Cuando lo cotidiano se convierte en un complicado ejercicio de supervivencia es que algo estamos haciendo mal, o las esquivas circunstancias nos impiden gestionarlo de otra forma. No es por desatar una oleada de pesimismo, pero es menester recordar que tenemos problemas con los recursos naturales, el cambio climático nos acecha, la supervivencia económica nos agobia, el agua escasea cuando se necesita, la creciente desigualdad de algunos nos acusa a todos, etc. En suma, nos encontramos sin nadie que nos muestre claramente un seguro -aunque hipotético- camino hacia el futuro. Todas estas complicaciones vitales afectan a mucha gente; son muy visibles en las ciudades, más todavía en las muy grandes. Vivir hoy es complejo, sin duda; hacerlo sin riesgos es imposible para la mayoría de la gente. Quizás esa sea la esencia de la vida.
Con cierta periodicidad, los medios de comunicación nos acercan noticias relacionadas con la calidad del aire en las ciudades. En diciembre pasado, en HERALDO se subrayaron titulares, referidos a lugares concretos pero que podrían extenderse a otros muchos, que ilustran los efectos del creciente deterioro del aire: restricciones circulatorias en Madrid durante varios días, cierre de escuelas en Teherán, 100 millones de chinos encerrados en sus casas, conflictos políticos en Italia por las restricciones en varias ciudades, etc. Estos episodios nos plantean a las claras un grave reto: mejorar la salud del aire que respiramos, porque en ello va la nuestra.

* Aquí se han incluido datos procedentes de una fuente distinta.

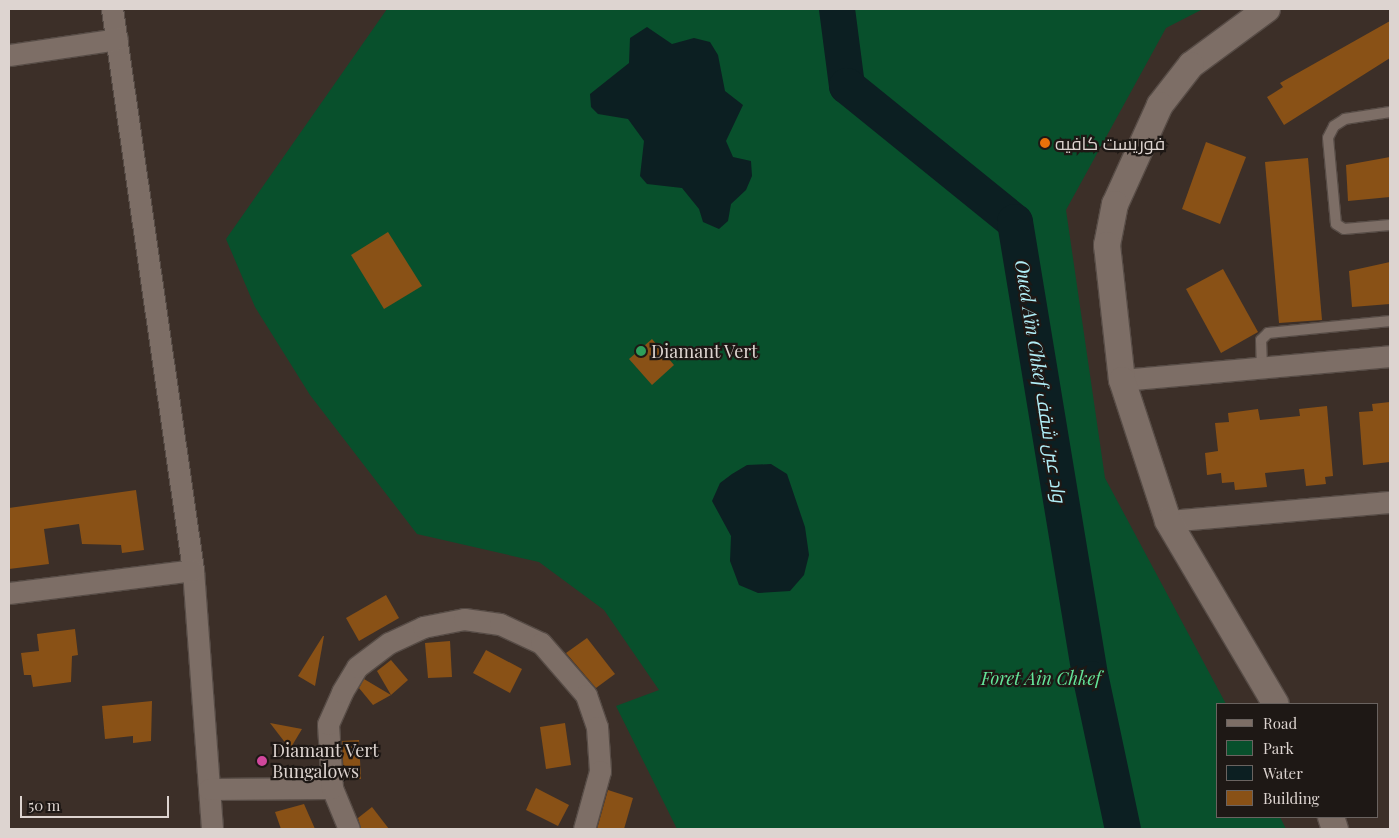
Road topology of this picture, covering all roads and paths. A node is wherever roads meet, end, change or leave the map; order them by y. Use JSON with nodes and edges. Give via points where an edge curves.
{"nodes":[{"id":1,"x":112,"y":9,"type":"edge"},
{"id":2,"x":1267,"y":9,"type":"edge"},
{"id":3,"x":117,"y":39,"type":"junction"},
{"id":4,"x":9,"y":56,"type":"edge"},
{"id":5,"x":1390,"y":112,"type":"edge"},
{"id":6,"x":1390,"y":225,"type":"edge"},
{"id":7,"x":1390,"y":321,"type":"edge"},
{"id":8,"x":1390,"y":356,"type":"edge"},
{"id":9,"x":1262,"y":368,"type":"junction"},
{"id":10,"x":1122,"y":380,"type":"junction"},
{"id":11,"x":1390,"y":502,"type":"edge"},
{"id":12,"x":1168,"y":521,"type":"junction"},
{"id":13,"x":193,"y":570,"type":"junction"},
{"id":14,"x":9,"y":593,"type":"edge"},
{"id":15,"x":1275,"y":703,"type":"edge"},
{"id":16,"x":332,"y":788,"type":"junction"},
{"id":17,"x":209,"y":789,"type":"junction"},
{"id":18,"x":212,"y":829,"type":"edge"},
{"id":19,"x":349,"y":829,"type":"edge"},
{"id":20,"x":584,"y":829,"type":"edge"}],
"edges":[{"from":1,"to":3,"type":"street"},
{"from":2,"to":10,"type":"street","via":[[1191,65],[1160,105],[1133,157],[1115,204],[1108,245]]},
{"from":3,"to":4,"type":"street"},
{"from":3,"to":13,"type":"street"},
{"from":5,"to":6,"type":"lane","via":[[1345,119],[1334,126],[1328,138],[1336,224],[1351,229]]},
{"from":7,"to":9,"type":"lane","via":[[1268,334],[1261,340]]},
{"from":8,"to":9,"type":"street"},
{"from":9,"to":10,"type":"street"},
{"from":10,"to":12,"type":"street"},
{"from":11,"to":12,"type":"street"},
{"from":12,"to":15,"type":"street"},
{"from":13,"to":14,"type":"street"},
{"from":13,"to":17,"type":"street"},
{"from":16,"to":17,"type":"street"},
{"from":16,"to":19,"type":"street"},
{"from":16,"to":20,"type":"street","via":[[328,724],[358,667],[389,643],[423,627],[464,619],[500,624],[541,643],[586,695],[597,728],[600,771]]},
{"from":17,"to":18,"type":"street"}]}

Suena muy fuerte decir que, en muchas ciudades, respirar mata; de lo que estamos seguros es de que enferma, y mucho, aunque sea poco a poco. La Agencia Europea del Medio Ambiente (AEMA) es muy clara al respecto: en Europa la contaminación atmosférica es el mayor riesgo medioambiental individual para la salud. Alerta de que reduce la esperanza de vida de las personas, pues contribuye a la aparición de enfermedades graves. Asociadas a la mala calidad del aire, se incrementan considerablemente las afecciones cardíacas, aumentan vertiginosamente los problemas respiratorios y emergen muchos más cánceres. El último informe de la AEMA estima que la mayoría de los habitantes de las ciudades siguen expuestos a unos niveles de contaminantes atmosféricos que la Organización Mundial de la Salud (OMS) considera peligrosos; subraya que las partículas en suspensión serían responsables de casi medio millón de muertes prematuras en Europa, además de los efectos nocivos del ozono troposférico y del dióxido de nitrógeno. En algún hospital de Madrid han comprobado que los picos de contaminación en este último causan un aumento considerable de los ingresos hospitalarios.
Llegados a esta situación, que se cronifica, cabe preguntarse qué hacen las autoridades para proteger a los ciudadanos. Hace unos días, desde los grupos ecologistas se recordó a los políticos -y a la ciudadanía en general- que, cuando alguien jura -o promete- un cargo, se implica con la Constitución. Esta manda, en el artículo 45, “velar por la utilización racional de todos los recursos naturales, con el fin de proteger y mejorar la calidad de la vida y defender y restaurar el medio ambiente”, además de otros principios relacionados con la salud. Quienes tienen una alta responsabilidad administrativa deben conocerlo, reconocer su compromiso. Mal asunto este de los reiterados incumplimientos de algunos, asumidos por todos los demás.
Se sabe con certeza que el elevado número de vehículos que circulan a diario por las ciudades, además del fuerte aumento de los diésel, es el causante de que la polución no haga sino aumentar. Un informe elaborado por Ecologistas en Acción en 2014 con los parámetros de la OMS dejaba en muy mal lugar a las ciudades españolas, en especial las grandes. Desde entonces, predomina el silencio administrativo.
Mientras todo esto sucede, el Parlamento Europeo acaba de dar luz verde, dicen que presionado por los fabricantes (alguno de ellos implicado en trucajes contaminantes), a que los vehículos que estos producen y comercializan contaminen más. Una piedra en el camino hacia el futuro imaginado en la reciente COP 21 de París, allí donde muchos se dieron cuenta de que el clima, y la esperanza humana en forma de salud y de coherencia ambiental, habían gritado: ¡Basta ya!
*Se publicó en Heraldo de Aragón el 23 de febrero de 2016.